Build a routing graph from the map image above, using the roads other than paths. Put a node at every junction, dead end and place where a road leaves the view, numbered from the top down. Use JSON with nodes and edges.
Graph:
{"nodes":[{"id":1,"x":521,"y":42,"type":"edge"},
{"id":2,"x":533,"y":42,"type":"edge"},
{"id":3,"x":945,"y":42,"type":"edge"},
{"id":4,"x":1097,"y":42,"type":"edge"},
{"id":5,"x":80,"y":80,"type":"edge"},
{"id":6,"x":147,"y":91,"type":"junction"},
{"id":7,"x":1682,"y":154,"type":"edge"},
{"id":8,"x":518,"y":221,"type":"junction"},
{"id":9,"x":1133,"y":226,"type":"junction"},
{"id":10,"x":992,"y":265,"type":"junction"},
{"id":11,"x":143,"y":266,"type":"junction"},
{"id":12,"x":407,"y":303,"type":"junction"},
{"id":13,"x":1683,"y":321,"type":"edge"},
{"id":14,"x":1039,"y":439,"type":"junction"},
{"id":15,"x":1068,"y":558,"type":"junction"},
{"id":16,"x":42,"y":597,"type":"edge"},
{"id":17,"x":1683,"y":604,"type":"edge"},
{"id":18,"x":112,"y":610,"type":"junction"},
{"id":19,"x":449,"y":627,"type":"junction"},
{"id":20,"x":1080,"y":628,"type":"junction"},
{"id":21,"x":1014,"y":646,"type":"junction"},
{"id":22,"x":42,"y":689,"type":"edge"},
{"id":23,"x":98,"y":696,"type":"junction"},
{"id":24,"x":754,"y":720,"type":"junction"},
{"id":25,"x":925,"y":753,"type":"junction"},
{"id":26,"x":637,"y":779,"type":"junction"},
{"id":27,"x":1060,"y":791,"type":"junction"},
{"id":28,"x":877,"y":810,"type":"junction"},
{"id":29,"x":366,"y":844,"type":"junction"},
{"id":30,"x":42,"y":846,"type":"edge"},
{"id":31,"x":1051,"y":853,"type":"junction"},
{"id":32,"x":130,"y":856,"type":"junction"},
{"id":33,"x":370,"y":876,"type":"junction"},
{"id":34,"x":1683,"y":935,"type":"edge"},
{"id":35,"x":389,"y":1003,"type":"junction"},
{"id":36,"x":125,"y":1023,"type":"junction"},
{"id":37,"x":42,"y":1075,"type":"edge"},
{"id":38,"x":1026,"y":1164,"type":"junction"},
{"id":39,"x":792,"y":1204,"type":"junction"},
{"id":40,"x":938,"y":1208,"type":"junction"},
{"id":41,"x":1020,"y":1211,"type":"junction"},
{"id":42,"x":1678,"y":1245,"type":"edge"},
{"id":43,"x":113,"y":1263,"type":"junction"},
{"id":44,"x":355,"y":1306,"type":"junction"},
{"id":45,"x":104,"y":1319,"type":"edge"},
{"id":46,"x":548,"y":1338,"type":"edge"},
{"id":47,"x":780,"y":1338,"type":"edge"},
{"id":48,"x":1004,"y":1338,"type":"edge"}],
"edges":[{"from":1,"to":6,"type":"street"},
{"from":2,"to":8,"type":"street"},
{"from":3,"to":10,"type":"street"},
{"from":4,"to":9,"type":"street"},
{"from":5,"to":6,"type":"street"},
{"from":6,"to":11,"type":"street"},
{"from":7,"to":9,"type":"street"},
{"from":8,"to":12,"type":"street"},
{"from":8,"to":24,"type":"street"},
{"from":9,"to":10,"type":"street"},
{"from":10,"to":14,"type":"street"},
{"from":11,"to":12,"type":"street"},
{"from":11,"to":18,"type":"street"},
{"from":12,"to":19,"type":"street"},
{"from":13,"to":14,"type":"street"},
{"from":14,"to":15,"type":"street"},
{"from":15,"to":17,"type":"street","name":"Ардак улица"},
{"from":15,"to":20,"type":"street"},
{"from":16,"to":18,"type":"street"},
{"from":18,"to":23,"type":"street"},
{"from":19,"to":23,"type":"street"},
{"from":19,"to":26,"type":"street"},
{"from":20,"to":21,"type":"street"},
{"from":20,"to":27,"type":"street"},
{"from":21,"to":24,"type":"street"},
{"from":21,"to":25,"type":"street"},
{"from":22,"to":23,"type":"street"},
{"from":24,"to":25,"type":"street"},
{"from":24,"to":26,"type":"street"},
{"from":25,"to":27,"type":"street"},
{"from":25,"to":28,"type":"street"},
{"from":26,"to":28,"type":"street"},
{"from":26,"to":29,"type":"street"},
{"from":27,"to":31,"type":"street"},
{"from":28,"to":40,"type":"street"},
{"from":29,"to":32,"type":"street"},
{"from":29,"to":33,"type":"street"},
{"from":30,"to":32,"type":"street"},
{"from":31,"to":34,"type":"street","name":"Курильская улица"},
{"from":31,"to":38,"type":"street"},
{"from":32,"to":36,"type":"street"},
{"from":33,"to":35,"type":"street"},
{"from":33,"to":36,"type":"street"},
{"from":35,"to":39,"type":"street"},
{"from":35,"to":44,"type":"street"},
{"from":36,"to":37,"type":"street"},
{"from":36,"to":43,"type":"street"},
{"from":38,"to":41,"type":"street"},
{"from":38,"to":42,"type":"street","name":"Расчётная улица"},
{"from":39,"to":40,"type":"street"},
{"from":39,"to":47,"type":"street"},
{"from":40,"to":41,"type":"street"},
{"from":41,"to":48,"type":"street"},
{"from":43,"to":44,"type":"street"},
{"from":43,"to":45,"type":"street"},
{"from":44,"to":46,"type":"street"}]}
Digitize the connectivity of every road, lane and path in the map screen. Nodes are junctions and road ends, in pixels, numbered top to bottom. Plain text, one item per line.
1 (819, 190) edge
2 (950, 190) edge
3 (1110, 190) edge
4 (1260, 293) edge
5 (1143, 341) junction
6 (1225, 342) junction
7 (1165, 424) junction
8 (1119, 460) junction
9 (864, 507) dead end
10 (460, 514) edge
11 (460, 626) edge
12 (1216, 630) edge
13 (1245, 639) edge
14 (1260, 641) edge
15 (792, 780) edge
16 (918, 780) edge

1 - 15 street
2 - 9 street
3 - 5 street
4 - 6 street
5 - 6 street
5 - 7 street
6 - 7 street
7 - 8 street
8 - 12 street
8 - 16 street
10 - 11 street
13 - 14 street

*ACTION ITEM*: Without leaving anything out, give the entries again exactly.

*SOLUTION TO THE PROBLEM*:
Build a routing graph from the map image above, using the roads other than paths. Put a node at every junction, dead end and place where a road leaves the view, numbered from the top down. Use JSON with nodes and edges.
Graph:
{"nodes":[{"id":1,"x":521,"y":42,"type":"edge"},
{"id":2,"x":533,"y":42,"type":"edge"},
{"id":3,"x":945,"y":42,"type":"edge"},
{"id":4,"x":1097,"y":42,"type":"edge"},
{"id":5,"x":80,"y":80,"type":"edge"},
{"id":6,"x":147,"y":91,"type":"junction"},
{"id":7,"x":1682,"y":154,"type":"edge"},
{"id":8,"x":518,"y":221,"type":"junction"},
{"id":9,"x":1133,"y":226,"type":"junction"},
{"id":10,"x":992,"y":265,"type":"junction"},
{"id":11,"x":143,"y":266,"type":"junction"},
{"id":12,"x":407,"y":303,"type":"junction"},
{"id":13,"x":1683,"y":321,"type":"edge"},
{"id":14,"x":1039,"y":439,"type":"junction"},
{"id":15,"x":1068,"y":558,"type":"junction"},
{"id":16,"x":42,"y":597,"type":"edge"},
{"id":17,"x":1683,"y":604,"type":"edge"},
{"id":18,"x":112,"y":610,"type":"junction"},
{"id":19,"x":449,"y":627,"type":"junction"},
{"id":20,"x":1080,"y":628,"type":"junction"},
{"id":21,"x":1014,"y":646,"type":"junction"},
{"id":22,"x":42,"y":689,"type":"edge"},
{"id":23,"x":98,"y":696,"type":"junction"},
{"id":24,"x":754,"y":720,"type":"junction"},
{"id":25,"x":925,"y":753,"type":"junction"},
{"id":26,"x":637,"y":779,"type":"junction"},
{"id":27,"x":1060,"y":791,"type":"junction"},
{"id":28,"x":877,"y":810,"type":"junction"},
{"id":29,"x":366,"y":844,"type":"junction"},
{"id":30,"x":42,"y":846,"type":"edge"},
{"id":31,"x":1051,"y":853,"type":"junction"},
{"id":32,"x":130,"y":856,"type":"junction"},
{"id":33,"x":370,"y":876,"type":"junction"},
{"id":34,"x":1683,"y":935,"type":"edge"},
{"id":35,"x":389,"y":1003,"type":"junction"},
{"id":36,"x":125,"y":1023,"type":"junction"},
{"id":37,"x":42,"y":1075,"type":"edge"},
{"id":38,"x":1026,"y":1164,"type":"junction"},
{"id":39,"x":792,"y":1204,"type":"junction"},
{"id":40,"x":938,"y":1208,"type":"junction"},
{"id":41,"x":1020,"y":1211,"type":"junction"},
{"id":42,"x":1678,"y":1245,"type":"edge"},
{"id":43,"x":113,"y":1263,"type":"junction"},
{"id":44,"x":355,"y":1306,"type":"junction"},
{"id":45,"x":104,"y":1319,"type":"edge"},
{"id":46,"x":548,"y":1338,"type":"edge"},
{"id":47,"x":780,"y":1338,"type":"edge"},
{"id":48,"x":1004,"y":1338,"type":"edge"}],
"edges":[{"from":1,"to":6,"type":"street"},
{"from":2,"to":8,"type":"street"},
{"from":3,"to":10,"type":"street"},
{"from":4,"to":9,"type":"street"},
{"from":5,"to":6,"type":"street"},
{"from":6,"to":11,"type":"street"},
{"from":7,"to":9,"type":"street"},
{"from":8,"to":12,"type":"street"},
{"from":8,"to":24,"type":"street"},
{"from":9,"to":10,"type":"street"},
{"from":10,"to":14,"type":"street"},
{"from":11,"to":12,"type":"street"},
{"from":11,"to":18,"type":"street"},
{"from":12,"to":19,"type":"street"},
{"from":13,"to":14,"type":"street"},
{"from":14,"to":15,"type":"street"},
{"from":15,"to":17,"type":"street","name":"Ардак улица"},
{"from":15,"to":20,"type":"street"},
{"from":16,"to":18,"type":"street"},
{"from":18,"to":23,"type":"street"},
{"from":19,"to":23,"type":"street"},
{"from":19,"to":26,"type":"street"},
{"from":20,"to":21,"type":"street"},
{"from":20,"to":27,"type":"street"},
{"from":21,"to":24,"type":"street"},
{"from":21,"to":25,"type":"street"},
{"from":22,"to":23,"type":"street"},
{"from":24,"to":25,"type":"street"},
{"from":24,"to":26,"type":"street"},
{"from":25,"to":27,"type":"street"},
{"from":25,"to":28,"type":"street"},
{"from":26,"to":28,"type":"street"},
{"from":26,"to":29,"type":"street"},
{"from":27,"to":31,"type":"street"},
{"from":28,"to":40,"type":"street"},
{"from":29,"to":32,"type":"street"},
{"from":29,"to":33,"type":"street"},
{"from":30,"to":32,"type":"street"},
{"from":31,"to":34,"type":"street","name":"Курильская улица"},
{"from":31,"to":38,"type":"street"},
{"from":32,"to":36,"type":"street"},
{"from":33,"to":35,"type":"street"},
{"from":33,"to":36,"type":"street"},
{"from":35,"to":39,"type":"street"},
{"from":35,"to":44,"type":"street"},
{"from":36,"to":37,"type":"street"},
{"from":36,"to":43,"type":"street"},
{"from":38,"to":41,"type":"street"},
{"from":38,"to":42,"type":"street","name":"Расчётная улица"},
{"from":39,"to":40,"type":"street"},
{"from":39,"to":47,"type":"street"},
{"from":40,"to":41,"type":"street"},
{"from":41,"to":48,"type":"street"},
{"from":43,"to":44,"type":"street"},
{"from":43,"to":45,"type":"street"},
{"from":44,"to":46,"type":"street"}]}
Digitize the connectivity of every road, lane and path in the map screen. Nodes are junctions and road ends, in pixels, numbered top to bottom. Plain text, one item per line.
1 (819, 190) edge
2 (950, 190) edge
3 (1110, 190) edge
4 (1260, 293) edge
5 (1143, 341) junction
6 (1225, 342) junction
7 (1165, 424) junction
8 (1119, 460) junction
9 (864, 507) dead end
10 (460, 514) edge
11 (460, 626) edge
12 (1216, 630) edge
13 (1245, 639) edge
14 (1260, 641) edge
15 (792, 780) edge
16 (918, 780) edge

1 - 15 street
2 - 9 street
3 - 5 street
4 - 6 street
5 - 6 street
5 - 7 street
6 - 7 street
7 - 8 street
8 - 12 street
8 - 16 street
10 - 11 street
13 - 14 street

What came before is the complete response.